ONCE in a blue moon, an Indian bureaucrat gets it right. R.V. Shahi, the union power secretary in 2003, took on a backwater job that few wanted, and resurrected the country’s electricity sector.

Fundamental to his initiative was setting up a regulatory regime for utilities, non-existent for 50 years. Utilities in India, called state electricity boards (SEBs), had hitherto operated mainly as dispensers of political largesse. Electricity was given away to vote banks like farmers, theft was unbridled, balance sheets were considered scraps of paper. No surprises then that SEBs would bleed to death, but a forgiving government would step in to wipe their slate clean. Good money followed bad, with the vicious cycle repeating ad nauseam.

Shahi took on a clueless political class, and brought archaic issues to the forefront. Soon states like Gujarat, and even poorer ones like Orissa, set up regulatory commissions that set new tariffs and freed their SEBs, somewhat at least, from the stranglehold of the politicos. As the country’s economy started growing, the politicians themselves realised that the electricity equation had changed.

No longer was there much dividend in doling out power. A growing middle class wanted consistent supply, and was willing to pay for it. Industry demanded power of better quality. If left unaddressed, India’s power woes would put its growth in jeopardy.

When Manmohan Singh became prime minister in 2004, he realised India’s need for more power. In 2005, he and George Bush stunned the world by announcing a nuclear deal. Consummating it consumed Singh. While the layman did not understand its contours, he trusted Singh was doing something about India’s power situation, and re-elected him.

Shahi retired, unheralded and sans promotion, typifying India’s bureaucracy in which careerism often trumps accomplishment. But he had converted the moribund power ministry into a hotspot, with politicians and bureaucrats vying to plug in. Recent power minister, S.K. Shinde, was elevated to the home ministry. A new renewable energy ministry was created, headed by Farooq Abdullah.

Few expected much of him, but he announced that India will target 20 gigawatts of solar energy by 2020 from a base of five megawatts in 2009 (one gigawatt is 1,000 megawatts). A pipe dream it may well turn out to be, given the global downturn in the solar industry, but Abdullah is not known if not for grand gestures.

Utilities in Mumbai and Delhi have been privatised. With balance sheets coming in focus, they have had to curtail theft, which used to average around 30 per cent.

India faces the same conundrum in electricity as in food.
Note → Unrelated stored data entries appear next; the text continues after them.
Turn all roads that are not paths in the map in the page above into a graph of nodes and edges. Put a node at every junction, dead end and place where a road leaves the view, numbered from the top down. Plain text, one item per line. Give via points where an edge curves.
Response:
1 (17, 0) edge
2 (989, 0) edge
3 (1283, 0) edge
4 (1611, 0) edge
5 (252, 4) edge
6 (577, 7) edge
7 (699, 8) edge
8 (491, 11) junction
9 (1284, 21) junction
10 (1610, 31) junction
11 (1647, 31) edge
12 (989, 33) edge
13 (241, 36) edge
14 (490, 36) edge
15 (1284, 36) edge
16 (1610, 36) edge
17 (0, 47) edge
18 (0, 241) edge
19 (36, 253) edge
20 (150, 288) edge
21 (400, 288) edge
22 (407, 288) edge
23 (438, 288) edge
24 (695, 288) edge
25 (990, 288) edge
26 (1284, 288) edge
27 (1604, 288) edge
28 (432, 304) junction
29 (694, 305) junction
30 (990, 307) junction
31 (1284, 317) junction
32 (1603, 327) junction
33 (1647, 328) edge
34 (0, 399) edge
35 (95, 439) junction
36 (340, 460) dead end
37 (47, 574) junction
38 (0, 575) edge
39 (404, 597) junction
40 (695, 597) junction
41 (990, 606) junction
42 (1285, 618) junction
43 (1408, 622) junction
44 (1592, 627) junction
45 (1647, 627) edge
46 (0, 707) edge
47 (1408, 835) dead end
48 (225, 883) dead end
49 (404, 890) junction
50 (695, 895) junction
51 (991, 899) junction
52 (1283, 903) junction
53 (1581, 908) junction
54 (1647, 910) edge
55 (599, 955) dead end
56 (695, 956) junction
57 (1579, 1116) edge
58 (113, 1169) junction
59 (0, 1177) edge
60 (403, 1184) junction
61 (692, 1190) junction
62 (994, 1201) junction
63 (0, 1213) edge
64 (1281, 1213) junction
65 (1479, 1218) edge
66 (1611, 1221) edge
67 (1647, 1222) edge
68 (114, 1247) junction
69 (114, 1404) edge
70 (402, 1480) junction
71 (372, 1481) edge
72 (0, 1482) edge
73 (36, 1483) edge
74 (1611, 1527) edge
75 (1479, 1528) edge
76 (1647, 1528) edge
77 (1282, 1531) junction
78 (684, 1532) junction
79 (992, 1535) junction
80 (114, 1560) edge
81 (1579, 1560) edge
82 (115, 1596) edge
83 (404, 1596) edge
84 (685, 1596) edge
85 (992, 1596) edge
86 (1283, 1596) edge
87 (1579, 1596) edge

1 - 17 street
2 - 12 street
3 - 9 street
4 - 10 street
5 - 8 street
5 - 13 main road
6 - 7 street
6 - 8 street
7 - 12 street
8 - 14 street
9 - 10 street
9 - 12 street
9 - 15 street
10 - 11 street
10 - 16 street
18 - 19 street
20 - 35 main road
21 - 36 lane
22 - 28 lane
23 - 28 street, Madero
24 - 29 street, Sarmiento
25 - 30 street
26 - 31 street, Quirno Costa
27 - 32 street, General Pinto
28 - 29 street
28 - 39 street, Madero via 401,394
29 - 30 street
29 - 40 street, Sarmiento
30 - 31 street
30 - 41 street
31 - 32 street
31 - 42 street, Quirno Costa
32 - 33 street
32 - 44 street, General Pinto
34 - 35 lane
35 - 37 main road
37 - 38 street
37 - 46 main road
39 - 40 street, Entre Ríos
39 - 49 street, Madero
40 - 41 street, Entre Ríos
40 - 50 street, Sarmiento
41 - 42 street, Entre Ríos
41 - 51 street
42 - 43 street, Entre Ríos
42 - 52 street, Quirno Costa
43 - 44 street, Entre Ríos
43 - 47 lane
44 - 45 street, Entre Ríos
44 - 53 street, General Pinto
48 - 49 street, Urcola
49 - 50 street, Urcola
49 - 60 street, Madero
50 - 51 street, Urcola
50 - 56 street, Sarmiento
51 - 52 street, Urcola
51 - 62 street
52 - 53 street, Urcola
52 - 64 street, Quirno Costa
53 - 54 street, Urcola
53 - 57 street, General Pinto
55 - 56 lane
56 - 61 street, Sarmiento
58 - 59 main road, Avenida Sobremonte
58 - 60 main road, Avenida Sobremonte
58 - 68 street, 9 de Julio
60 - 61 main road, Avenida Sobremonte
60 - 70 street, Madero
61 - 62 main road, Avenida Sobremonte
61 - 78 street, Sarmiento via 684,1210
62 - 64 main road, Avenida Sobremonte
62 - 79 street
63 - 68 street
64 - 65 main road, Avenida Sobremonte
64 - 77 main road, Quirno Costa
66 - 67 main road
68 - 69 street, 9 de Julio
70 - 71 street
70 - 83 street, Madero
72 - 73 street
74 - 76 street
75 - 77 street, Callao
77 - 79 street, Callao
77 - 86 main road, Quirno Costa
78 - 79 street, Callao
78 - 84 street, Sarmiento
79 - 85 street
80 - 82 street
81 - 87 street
Much of its population does not have access to either, but the government claims a bounty of both and wants to export it.
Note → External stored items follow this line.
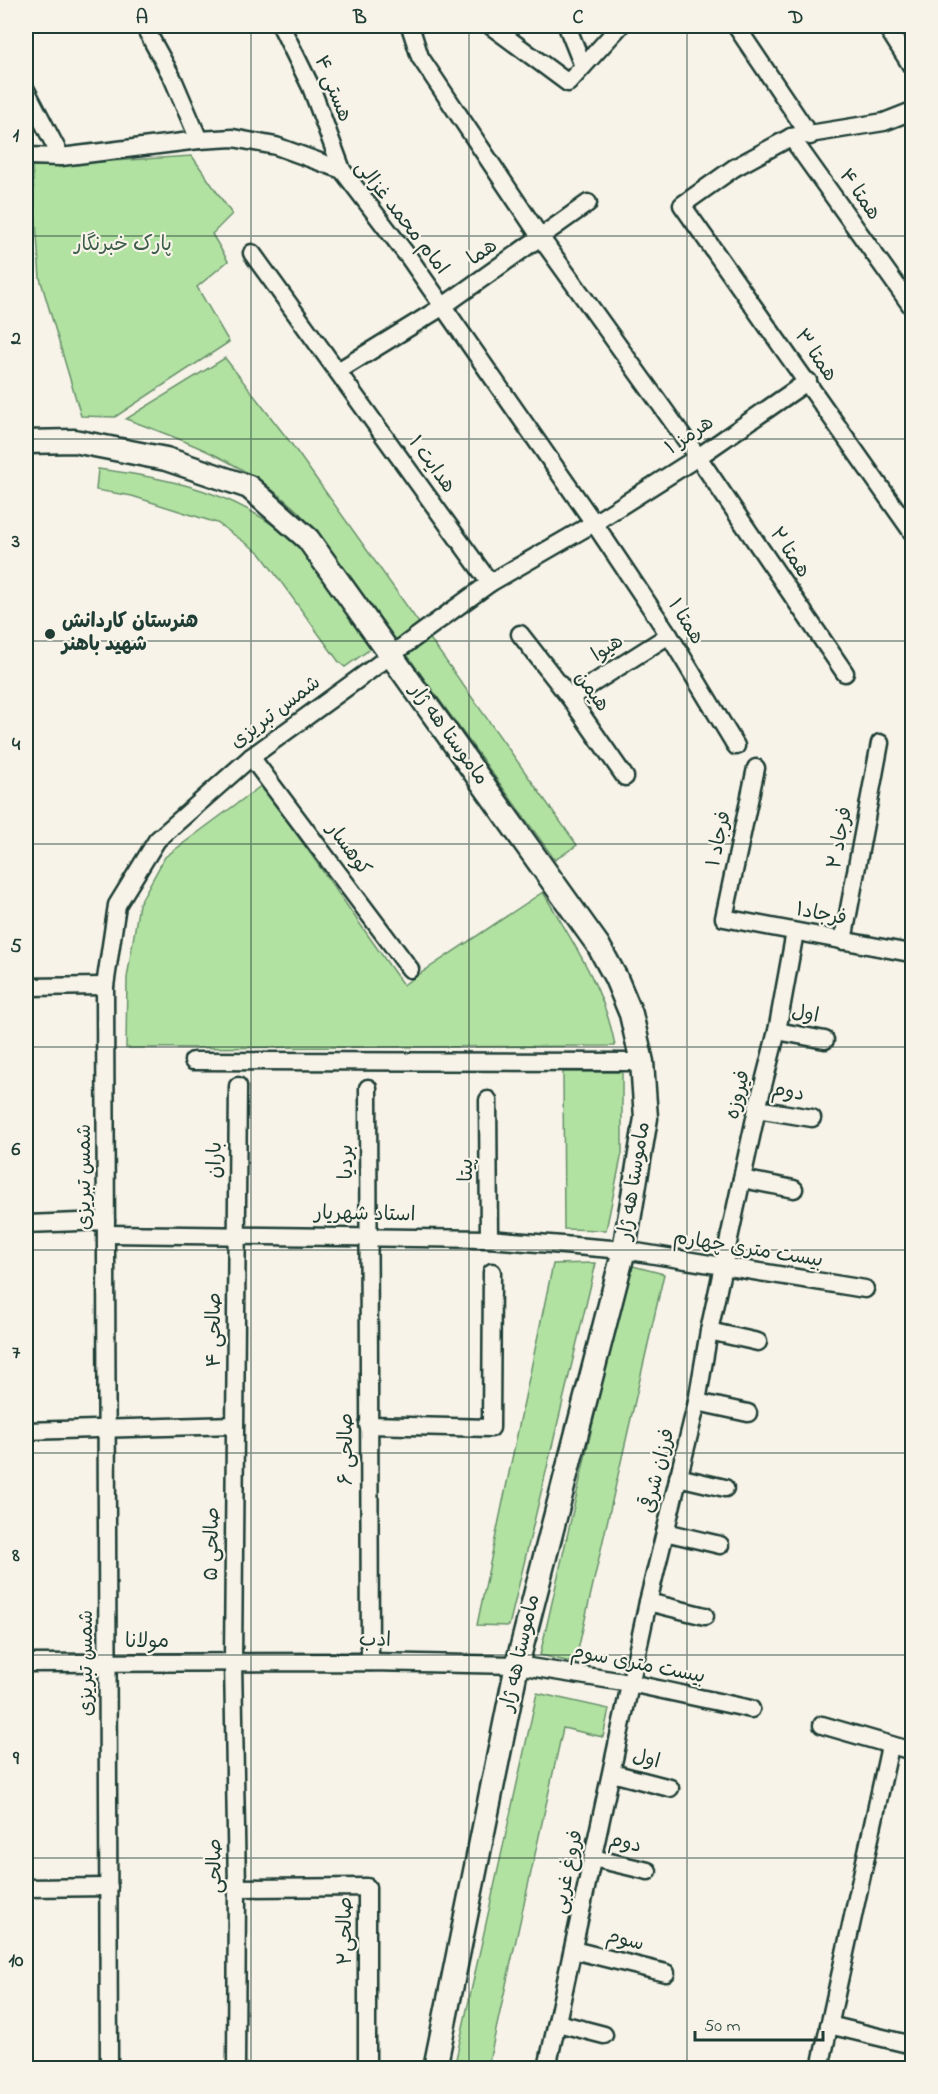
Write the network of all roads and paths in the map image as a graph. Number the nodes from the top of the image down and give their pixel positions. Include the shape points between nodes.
1 (144, 26) edge
2 (281, 26) edge
3 (410, 26) edge
4 (491, 26) edge
5 (567, 26) edge
6 (620, 26) edge
7 (736, 26) edge
8 (886, 26) edge
9 (583, 66) junction
10 (912, 67) edge
11 (26, 90) edge
12 (912, 111) edge
13 (810, 136) junction
14 (791, 137) junction
15 (199, 140) junction
16 (26, 156) edge
17 (61, 157) junction
18 (342, 170) junction
19 (588, 203) dead end
20 (541, 238) junction
21 (252, 253) dead end
22 (442, 307) junction
23 (912, 307) edge
24 (338, 371) junction
25 (808, 381) junction
26 (26, 442) edge
27 (698, 457) junction
28 (594, 523) junction
29 (912, 532) edge
30 (490, 583) junction
31 (520, 634) dead end
32 (669, 635) junction
33 (390, 654) junction
34 (845, 673) dead end
35 (570, 698) junction
36 (880, 743) dead end
37 (736, 746) dead end
38 (251, 757) junction
39 (756, 768) dead end
40 (625, 777) dead end
41 (724, 918) joint
42 (795, 932) junction
43 (843, 941) junction
44 (910, 953) dead end
45 (410, 969) dead end
46 (105, 986) junction
47 (26, 987) edge
48 (777, 1032) junction
49 (825, 1040) dead end
50 (193, 1061) dead end
51 (642, 1062) junction
52 (238, 1086) dead end
53 (368, 1088) dead end
54 (488, 1100) dead end
55 (756, 1109) junction
56 (812, 1118) dead end
57 (742, 1179) junction
58 (794, 1189) dead end
59 (26, 1224) edge
60 (106, 1227) junction
61 (237, 1235) junction
62 (369, 1236) junction
63 (489, 1239) junction
64 (624, 1250) junction
65 (724, 1268) junction
66 (492, 1272) dead end
67 (865, 1289) dead end
68 (710, 1331) junction
69 (758, 1342) dead end
70 (697, 1402) junction
71 (748, 1413) dead end
72 (235, 1425) junction
73 (368, 1425) junction
74 (107, 1428) junction
75 (26, 1431) edge
76 (678, 1477) junction
77 (725, 1488) dead end
78 (665, 1532) junction
79 (720, 1545) dead end
80 (648, 1602) junction
81 (705, 1616) dead end
82 (233, 1662) junction
83 (370, 1662) junction
84 (26, 1663) edge
85 (108, 1663) junction
86 (517, 1665) junction
87 (630, 1683) junction
88 (751, 1709) dead end
89 (822, 1725) dead end
90 (890, 1746) junction
91 (912, 1748) edge
92 (612, 1773) junction
93 (670, 1788) dead end
94 (593, 1858) junction
95 (648, 1870) dead end
96 (109, 1887) junction
97 (26, 1888) edge
98 (237, 1888) junction
99 (573, 1950) junction
100 (666, 1973) dead end
101 (558, 2023) junction
102 (830, 2025) junction
103 (604, 2035) dead end
104 (912, 2045) edge
105 (109, 2068) edge
106 (236, 2068) edge
107 (367, 2068) edge
108 (435, 2068) edge
109 (548, 2068) edge
110 (820, 2068) edge

1 - 15 street via 173,79
2 - 18 street, هستی ۴ via 311,87
3 - 20 street, همتا ۲ via 420,57
4 - 9 street via 568,83
5 - 9 street
6 - 9 street
7 - 13 street
8 - 10 street
11 - 17 street
12 - 13 street via 884,122
13 - 14 street
14 - 23 street, همتا ۴
14 - 25 street, همتا ۳ via 734,168 682,205
15 - 17 street, امام محمد غزالی
15 - 18 street, امام محمد غزالی via 233,138 276,146
16 - 17 street, امام محمد غزالی
18 - 22 street, امام محمد غزالی
19 - 20 street, هما
20 - 22 street, هما
20 - 27 street, همتا ۲
21 - 24 street, هدایت ۱
22 - 24 street, هما
22 - 28 street, امام محمد غزالی
24 - 30 street, هدایت ۱
25 - 27 street, هرمز ۱
25 - 29 street, همتا ۳
26 - 33 main road, ماموستا هه ژار via 74,441 166,459 249,487 309,539
27 - 28 street, هرمز ۱
27 - 34 street, همتا ۲
28 - 30 street, شمس تبریزی
28 - 32 street, همتا ۱
30 - 33 street, شمس تبریزی
31 - 35 street, هیمن
32 - 35 street, هیوا
32 - 37 street, همتا ۱
33 - 38 street, شمس تبریزی
33 - 51 main road, ماموستا هه ژار via 598,945 631,1014
35 - 40 street, هیمن
36 - 43 street, فرجاد ۲
38 - 45 street, کوهسار
38 - 46 street, شمس تبریزی via 157,840 117,905
39 - 41 street, فرجاد ۱
41 - 42 street, فرجاد۱
42 - 43 street, فرجاد۱
42 - 48 street, فیروزه
43 - 44 street, فرجاد۱
46 - 47 street
46 - 60 street, شمس تبریزی
48 - 49 street, اول
48 - 55 street, فیروزه
50 - 51 street
51 - 64 main road, ماموستا هه ژار via 646,1118
52 - 61 street, باران
53 - 62 street, بردیا
54 - 63 street, پیتا
55 - 56 street, دوم
55 - 57 street, فیروزه
57 - 58 street
57 - 65 street, فیروزه
59 - 60 street, استاد شهریار
60 - 61 street, استاد شهریار
60 - 74 street, شمس تبریزی
61 - 62 street, استاد شهریار
61 - 72 street, صالحی ۴
62 - 63 street, استاد شهریار
62 - 73 street, صالحی ۶
63 - 64 street, استاد شهریار
64 - 65 street, بیست متری چهارم
64 - 86 main road, ماموستا هه ژار
65 - 67 street, بیست متری چهارم
65 - 68 street, فرزان شرقی
66 - 73 street via 491,1428
68 - 69 street
68 - 70 street, فرزان شرقی
70 - 71 street
70 - 76 street, فرزان شرقی
72 - 74 street
72 - 82 street, صالحی ۵
73 - 83 street, صالحی ۶
74 - 75 street
74 - 85 street, شمس تبریزی
76 - 77 street
76 - 78 street, فرزان شرقی
78 - 79 street
78 - 80 street, فرزان شرقی
80 - 81 street
80 - 87 street, فرزان شرقی
82 - 83 street, ادب
82 - 85 street, مولانا
82 - 98 street, صالحی
83 - 86 street, ادب
84 - 85 street, مولانا
85 - 96 street, شمس تبریزی
86 - 87 street, بیست متری سوم
86 - 108 main road, ماموستا هه ژار
87 - 88 street, بیست متری سوم
87 - 92 street, فروغ غربی
89 - 90 street
90 - 91 street
90 - 102 street
92 - 93 street, اول
92 - 94 street, فروغ غربی
94 - 95 street, دوم
94 - 99 street, فروغ غربی
96 - 97 street
96 - 105 street, شمس تبریزی
98 - 106 street, صالحی
98 - 107 street, صالحی۲ via 367,1887
99 - 100 street, سوم
99 - 101 street, فروغ غربی
101 - 103 street
101 - 109 street, فروغ غربی
102 - 104 street
102 - 110 street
The aforementioned nukes are slated to add generation of 15 gigawatts by 2020. How ironical that the Americans, prime-movers of the initiative, are languishing with liability concerns, while free-riders France and Russia have forged ahead with reactor construction.

India ditched the gas pipeline from Iran ostensibly due to security concerns. In reality, discovery of large reserves of domestic gas by the private sector, as well as the lure of importing shale gas (a form of natural gas) from the US, which has been touted to be cheaper than the traditional Iranian gas, seems to have made the Indians balk.

Oft derided as the dirtiest resource, coal is the cornerstone of India’s generation. The country is the world’s third-largest producer, as well as consumer of coal. Steep demand for electricity trumps climatic concerns.

Wind energy is an area in which India has thrived, with close to 20 gigawatts of installed capacity. An Indian company, Suzlon Energy, is the world’s fifth-largest wind turbine supplier. Another success story is to be found in smart meters, where Secure Meters has beaten the likes of General Electric to sell hundreds of thousands of smart meters to western markets.

To meet projected demand, India must double its current power generation of 200 gigawatts by 2035. It is in danger of falling short. Electricity theft is still rampant across the country, SEBs continue to bleed, technical problems with the grid remain unaddressed, and politicians keep doling out power. Three hundred million people lack access to supply. In China and Brazil, theft is as rampant as in India, but both countries are curbing it through smart meters. India disdains them, in part because the neta-babus (bureaucracy) fear losing the gravy from lineman corruption.

Gujarat used to serve rural areas through one network, which encouraged households to avail of the cheaper agricultural rate. By bifurcating supply, households now cannot game the system. Other states might want to follow suit.

Most of India dreads the onset of summer. Homes sweat, industry cribs. Air-conditioning, which should be de rigueur in factories and schools, is the true differentiator of class. Instead the powers that be, who themselves are fully air-conned, refuse to accept that making the facility pervasive would dramatically increase productivity.

Every Independence Day, the Indian prime minister highlights the need for more electricity and reduction in losses. Despite his promises, energy woes are strangulating the country. Manmohan Singh perhaps forgets that his obsession with power was precisely what won him power in 2009. R.V. Shahi in the meantime has been consigned to oblivion. If Singh wants to match his own rhetoric, he might consider appointing Shahi as his energy czar and empower him to reform the sector.

The writer is a freelance journalist.